Eliot and Margo are in dire need of the Sixth Key, trapped in the fairy realm. They track down Fray, now working in a Fillorian pub. She helps them set up a meeting with the Fairy Queen. Eliot and Margo try and make a deal; Fillorian lands promised to the fairies, in exchange for the Key. But the Fairy Queen knows that they don’t own the land they are promising. This is a deal they can’t strike until they’re won Fillory back. So Eliot and Margo, with some help from Josh, stage an election. Except this time, they’re not running as a pair. They win over the people primarily by sending Julia with her new-found god powers to cure the land of its ills. And then Margo wins the election anyway. Because yeah, that was bullshit.
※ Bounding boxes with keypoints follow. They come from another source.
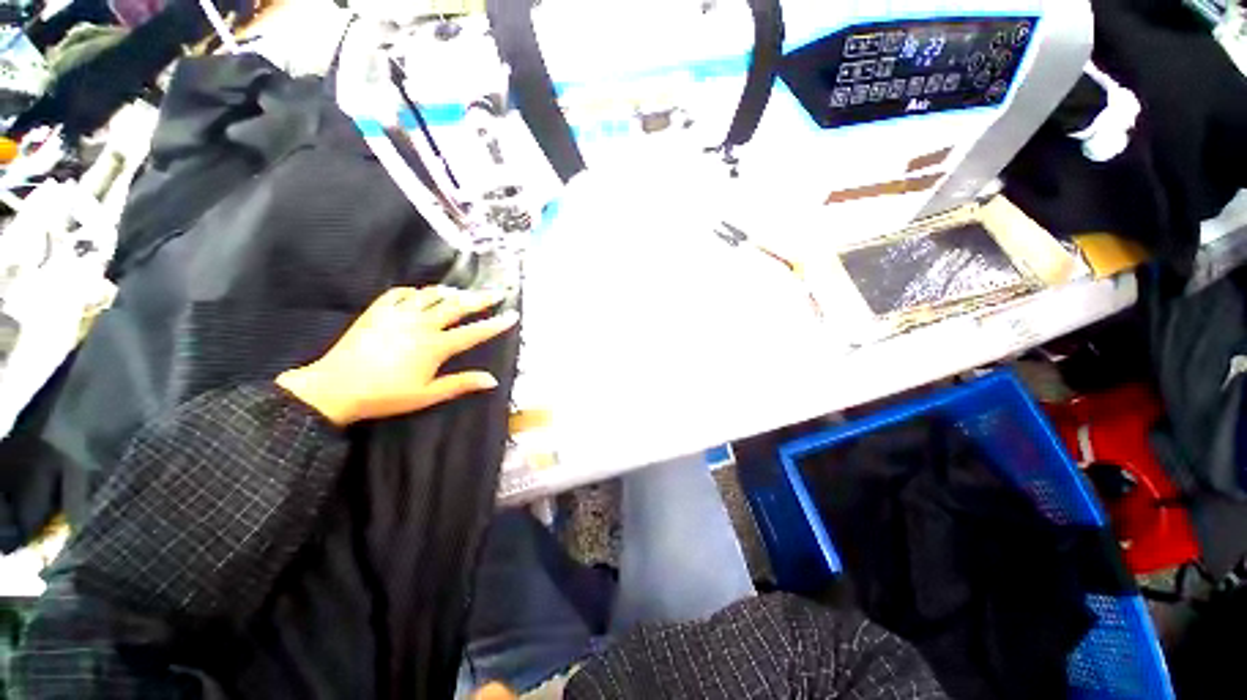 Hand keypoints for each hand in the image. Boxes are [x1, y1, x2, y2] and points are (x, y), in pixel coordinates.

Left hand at [276, 286, 517, 425]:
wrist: (335, 388)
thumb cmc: (385, 395)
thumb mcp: (427, 395)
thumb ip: (461, 383)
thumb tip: (493, 380)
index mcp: (435, 346)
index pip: (474, 332)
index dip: (496, 324)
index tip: (512, 315)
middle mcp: (421, 324)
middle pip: (457, 306)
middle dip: (480, 298)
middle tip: (496, 292)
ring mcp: (398, 315)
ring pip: (431, 295)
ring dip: (450, 293)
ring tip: (462, 293)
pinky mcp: (378, 311)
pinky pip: (400, 293)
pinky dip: (415, 292)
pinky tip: (421, 294) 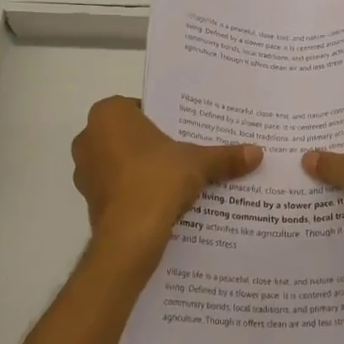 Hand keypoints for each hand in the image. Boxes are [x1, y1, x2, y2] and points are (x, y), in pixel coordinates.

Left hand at [71, 97, 260, 273]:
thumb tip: (258, 153)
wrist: (130, 236)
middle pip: (129, 135)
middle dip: (153, 144)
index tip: (185, 131)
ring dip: (142, 169)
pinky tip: (160, 201)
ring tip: (175, 179)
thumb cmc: (157, 179)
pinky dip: (135, 191)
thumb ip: (224, 156)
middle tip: (184, 152)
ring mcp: (85, 171)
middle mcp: (89, 137)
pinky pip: (117, 187)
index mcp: (109, 114)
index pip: (140, 107)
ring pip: (121, 162)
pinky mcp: (89, 201)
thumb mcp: (198, 162)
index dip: (164, 119) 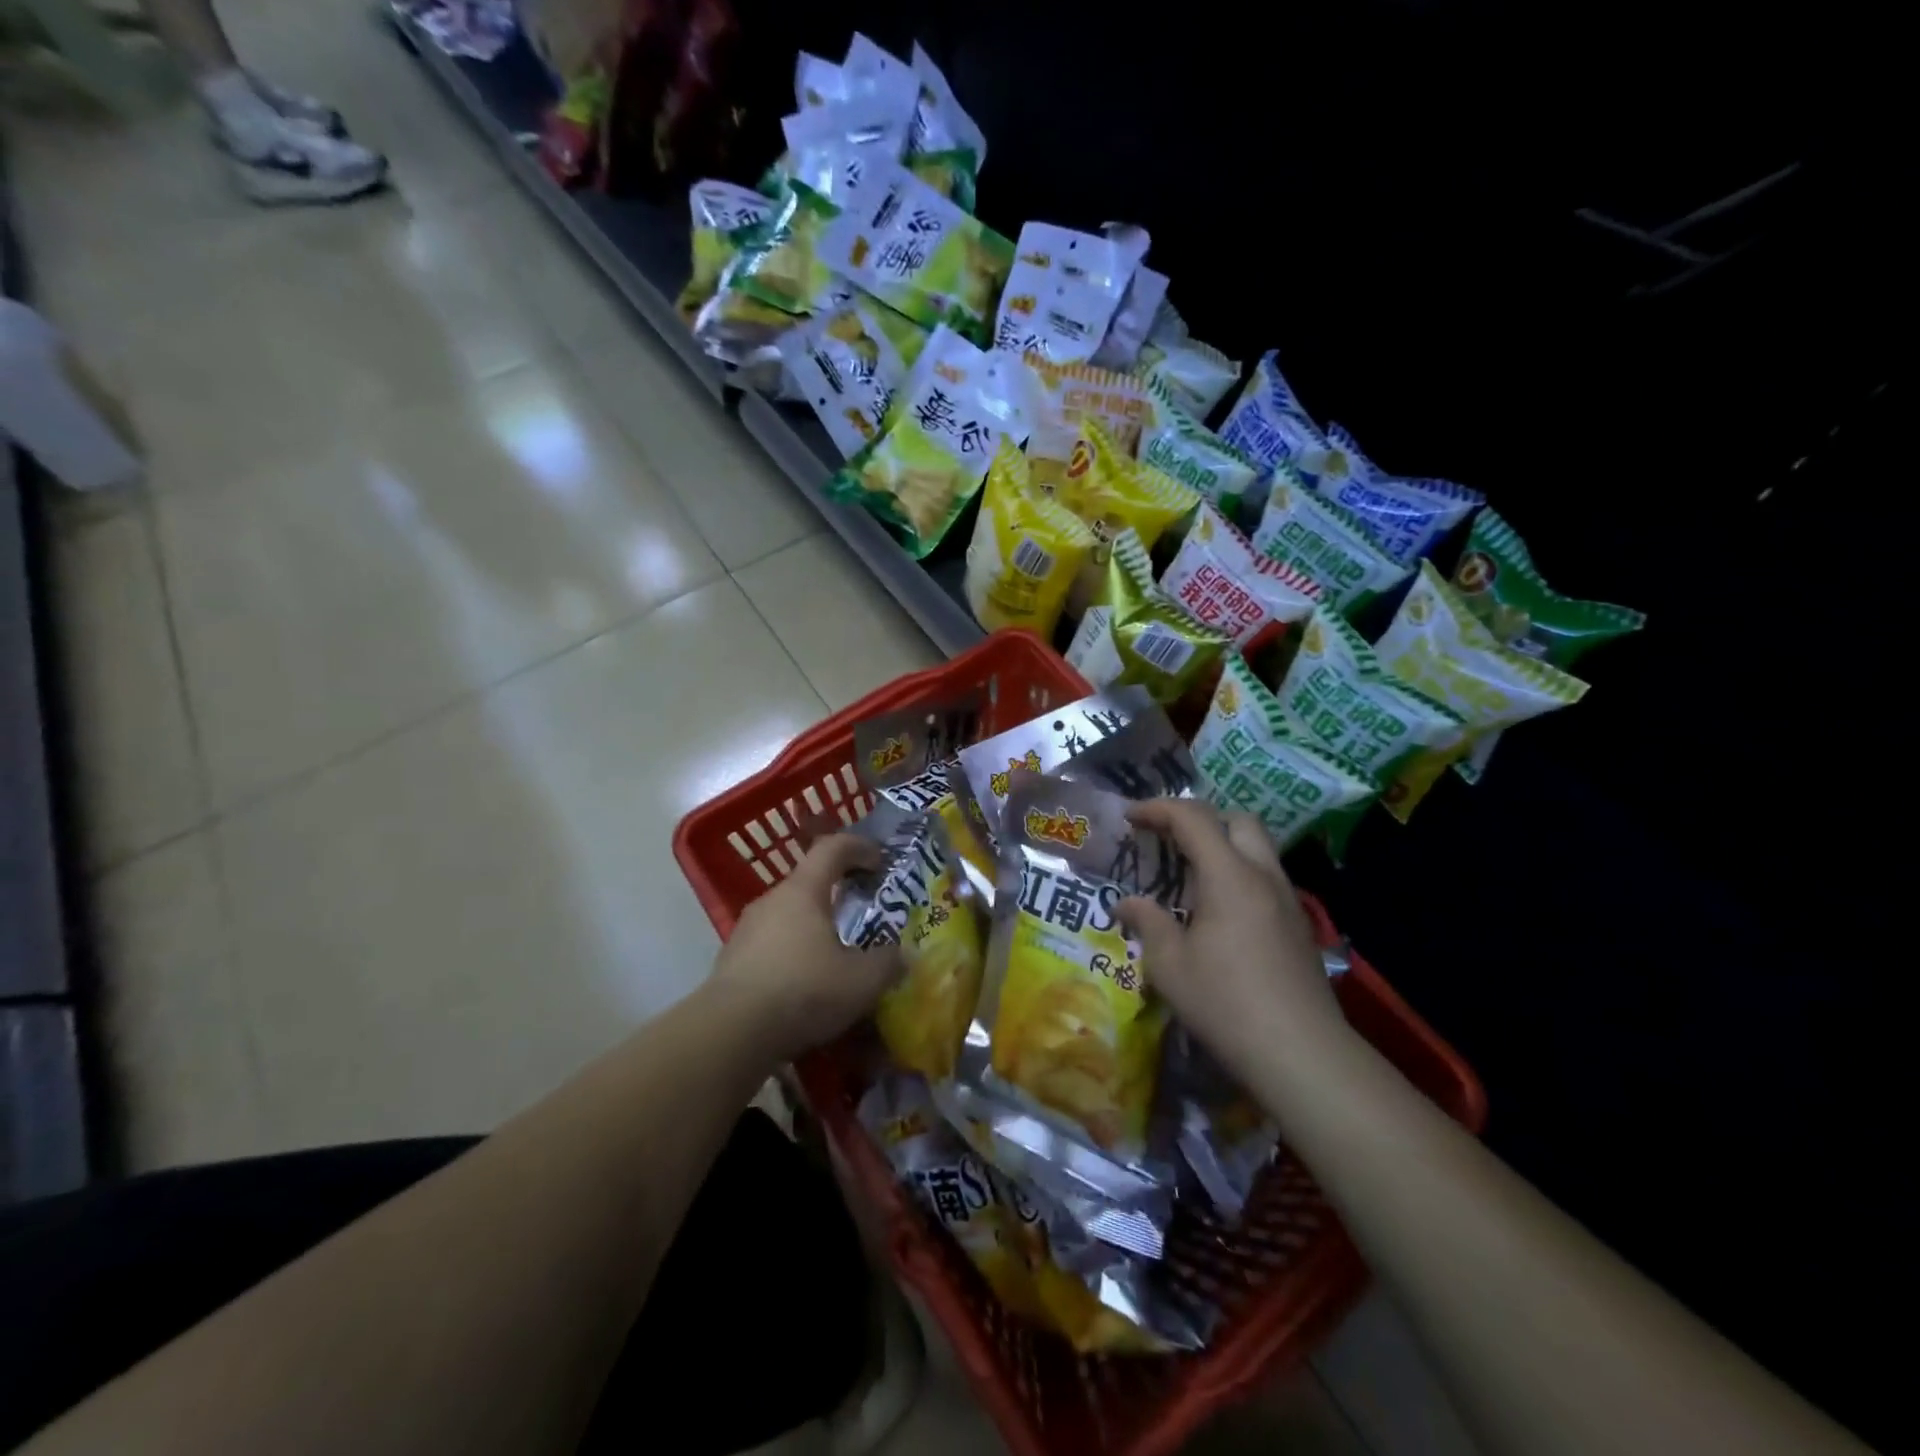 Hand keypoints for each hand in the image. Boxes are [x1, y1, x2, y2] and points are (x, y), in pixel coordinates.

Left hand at [709, 834, 903, 1063]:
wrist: (729, 1033)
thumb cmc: (803, 990)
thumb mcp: (862, 981)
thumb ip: (888, 963)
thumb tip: (903, 956)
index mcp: (803, 891)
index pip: (832, 848)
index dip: (859, 848)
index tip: (880, 861)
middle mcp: (772, 901)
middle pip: (809, 884)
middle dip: (838, 894)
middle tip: (862, 915)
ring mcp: (746, 931)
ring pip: (789, 917)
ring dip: (814, 929)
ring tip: (835, 957)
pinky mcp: (731, 962)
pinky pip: (771, 947)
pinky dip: (793, 956)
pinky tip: (805, 987)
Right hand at [1116, 799, 1350, 1089]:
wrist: (1301, 1053)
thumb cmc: (1226, 1003)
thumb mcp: (1170, 965)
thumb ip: (1147, 923)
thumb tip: (1125, 903)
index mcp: (1229, 876)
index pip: (1192, 818)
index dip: (1157, 809)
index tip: (1130, 818)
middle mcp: (1263, 875)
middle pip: (1236, 820)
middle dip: (1199, 819)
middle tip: (1168, 841)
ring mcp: (1287, 899)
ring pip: (1257, 848)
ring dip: (1222, 847)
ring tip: (1189, 876)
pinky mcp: (1298, 925)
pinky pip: (1266, 877)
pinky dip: (1238, 874)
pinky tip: (1219, 912) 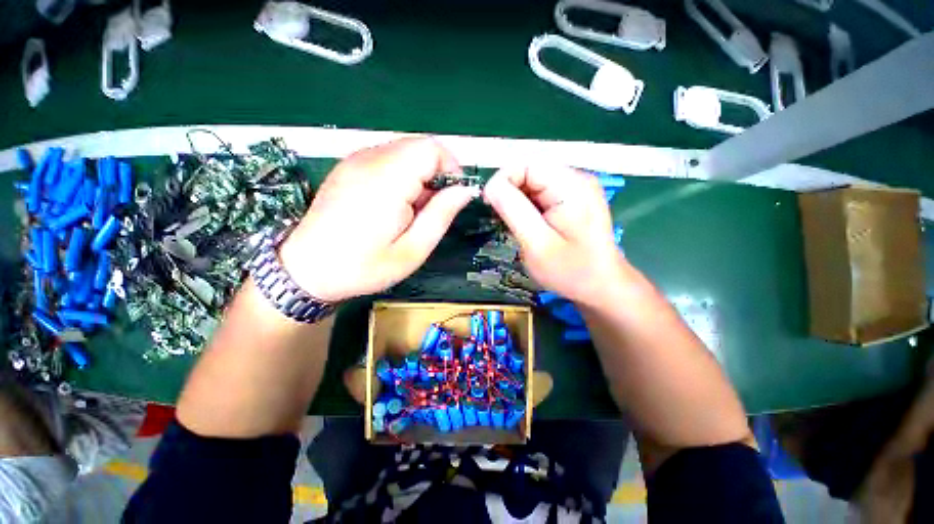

Julia has been doing a lot of miracles lately. But Our Lady Underground still hasn’t been answers her calls. And to top that off, Kady and Penny 23 have gotten the idea that the only god they can talk to about the door at the end of the world is Reynard. Without that god spark, they hope he will be powerless. They find Reynard still on Earth, working as a pizza delivery guy. They corner him, until he spills the beans about what lies on the other side of the door. All the “rejects” apparently lie beyond. The magical creatures that the Architect who built the place thought were unworthy. Julia freezes Reynard, trapping him for eternity.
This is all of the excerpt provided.